Down to the final line, print the records again exactly.

[[ ENTRIES SUPPLIED open ]]

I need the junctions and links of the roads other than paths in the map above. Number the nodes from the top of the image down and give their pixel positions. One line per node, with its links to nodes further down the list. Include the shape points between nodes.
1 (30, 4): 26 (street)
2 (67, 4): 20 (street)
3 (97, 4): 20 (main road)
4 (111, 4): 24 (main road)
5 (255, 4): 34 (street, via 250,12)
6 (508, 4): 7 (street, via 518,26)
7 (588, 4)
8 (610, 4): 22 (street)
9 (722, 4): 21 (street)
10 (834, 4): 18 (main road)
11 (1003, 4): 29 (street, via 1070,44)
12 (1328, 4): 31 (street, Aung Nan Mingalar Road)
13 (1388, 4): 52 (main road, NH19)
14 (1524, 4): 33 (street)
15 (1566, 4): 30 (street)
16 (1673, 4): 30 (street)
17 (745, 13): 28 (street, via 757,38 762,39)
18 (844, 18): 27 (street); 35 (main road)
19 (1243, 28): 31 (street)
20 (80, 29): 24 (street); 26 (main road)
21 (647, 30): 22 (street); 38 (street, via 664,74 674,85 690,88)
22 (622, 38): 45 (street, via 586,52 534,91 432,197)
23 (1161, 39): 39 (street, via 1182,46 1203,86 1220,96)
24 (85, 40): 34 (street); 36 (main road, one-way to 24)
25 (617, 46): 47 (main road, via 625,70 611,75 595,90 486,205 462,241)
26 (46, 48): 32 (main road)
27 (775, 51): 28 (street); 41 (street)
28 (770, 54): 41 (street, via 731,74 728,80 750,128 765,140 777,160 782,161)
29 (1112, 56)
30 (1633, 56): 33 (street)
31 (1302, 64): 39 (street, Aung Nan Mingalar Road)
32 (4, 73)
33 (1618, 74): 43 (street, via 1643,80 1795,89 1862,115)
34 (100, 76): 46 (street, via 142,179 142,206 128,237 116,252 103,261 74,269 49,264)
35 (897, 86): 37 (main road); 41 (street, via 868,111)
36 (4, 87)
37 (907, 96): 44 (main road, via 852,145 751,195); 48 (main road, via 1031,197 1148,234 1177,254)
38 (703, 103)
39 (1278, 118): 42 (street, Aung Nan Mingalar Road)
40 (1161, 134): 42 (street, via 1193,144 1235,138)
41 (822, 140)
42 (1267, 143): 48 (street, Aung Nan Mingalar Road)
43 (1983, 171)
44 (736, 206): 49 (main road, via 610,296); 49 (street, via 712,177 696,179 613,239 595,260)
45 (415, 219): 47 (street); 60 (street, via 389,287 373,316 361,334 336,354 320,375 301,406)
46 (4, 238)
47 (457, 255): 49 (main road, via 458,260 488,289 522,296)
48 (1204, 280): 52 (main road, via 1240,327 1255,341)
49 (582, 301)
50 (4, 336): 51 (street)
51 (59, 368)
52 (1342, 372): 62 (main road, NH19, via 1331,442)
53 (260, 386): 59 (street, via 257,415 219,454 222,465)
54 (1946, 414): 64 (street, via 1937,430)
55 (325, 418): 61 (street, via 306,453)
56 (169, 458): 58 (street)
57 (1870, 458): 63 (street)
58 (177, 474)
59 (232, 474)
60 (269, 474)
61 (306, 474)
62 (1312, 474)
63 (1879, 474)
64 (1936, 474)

[[ ENTRIES SUPPLIED closed ]]

*RESULT BELOW*
I need the junctions and links of the roads other than paths in the map above. Number the nodes from the top of the image down and give their pixel positions. One line per node, with its links to nodes further down the list. Include the shape points between nodes.
1 (30, 4): 26 (street)
2 (67, 4): 20 (street)
3 (97, 4): 20 (main road)
4 (111, 4): 24 (main road)
5 (255, 4): 34 (street, via 250,12)
6 (508, 4): 7 (street, via 518,26)
7 (588, 4)
8 (610, 4): 22 (street)
9 (722, 4): 21 (street)
10 (834, 4): 18 (main road)
11 (1003, 4): 29 (street, via 1070,44)
12 (1328, 4): 31 (street, Aung Nan Mingalar Road)
13 (1388, 4): 52 (main road, NH19)
14 (1524, 4): 33 (street)
15 (1566, 4): 30 (street)
16 (1673, 4): 30 (street)
17 (745, 13): 28 (street, via 757,38 762,39)
18 (844, 18): 27 (street); 35 (main road)
19 (1243, 28): 31 (street)
20 (80, 29): 24 (street); 26 (main road)
21 (647, 30): 22 (street); 38 (street, via 664,74 674,85 690,88)
22 (622, 38): 45 (street, via 586,52 534,91 432,197)
23 (1161, 39): 39 (street, via 1182,46 1203,86 1220,96)
24 (85, 40): 34 (street); 36 (main road, one-way to 24)
25 (617, 46): 47 (main road, via 625,70 611,75 595,90 486,205 462,241)
26 (46, 48): 32 (main road)
27 (775, 51): 28 (street); 41 (street)
28 (770, 54): 41 (street, via 731,74 728,80 750,128 765,140 777,160 782,161)
29 (1112, 56)
30 (1633, 56): 33 (street)
31 (1302, 64): 39 (street, Aung Nan Mingalar Road)
32 (4, 73)
33 (1618, 74): 43 (street, via 1643,80 1795,89 1862,115)
34 (100, 76): 46 (street, via 142,179 142,206 128,237 116,252 103,261 74,269 49,264)
35 (897, 86): 37 (main road); 41 (street, via 868,111)
36 (4, 87)
37 (907, 96): 44 (main road, via 852,145 751,195); 48 (main road, via 1031,197 1148,234 1177,254)
38 (703, 103)
39 (1278, 118): 42 (street, Aung Nan Mingalar Road)
40 (1161, 134): 42 (street, via 1193,144 1235,138)
41 (822, 140)
42 (1267, 143): 48 (street, Aung Nan Mingalar Road)
43 (1983, 171)
44 (736, 206): 49 (main road, via 610,296); 49 (street, via 712,177 696,179 613,239 595,260)
45 (415, 219): 47 (street); 60 (street, via 389,287 373,316 361,334 336,354 320,375 301,406)
46 (4, 238)
47 (457, 255): 49 (main road, via 458,260 488,289 522,296)
48 (1204, 280): 52 (main road, via 1240,327 1255,341)
49 (582, 301)
50 (4, 336): 51 (street)
51 (59, 368)
52 (1342, 372): 62 (main road, NH19, via 1331,442)
53 (260, 386): 59 (street, via 257,415 219,454 222,465)
54 (1946, 414): 64 (street, via 1937,430)
55 (325, 418): 61 (street, via 306,453)
56 (169, 458): 58 (street)
57 (1870, 458): 63 (street)
58 (177, 474)
59 (232, 474)
60 (269, 474)
61 (306, 474)
62 (1312, 474)
63 (1879, 474)
64 (1936, 474)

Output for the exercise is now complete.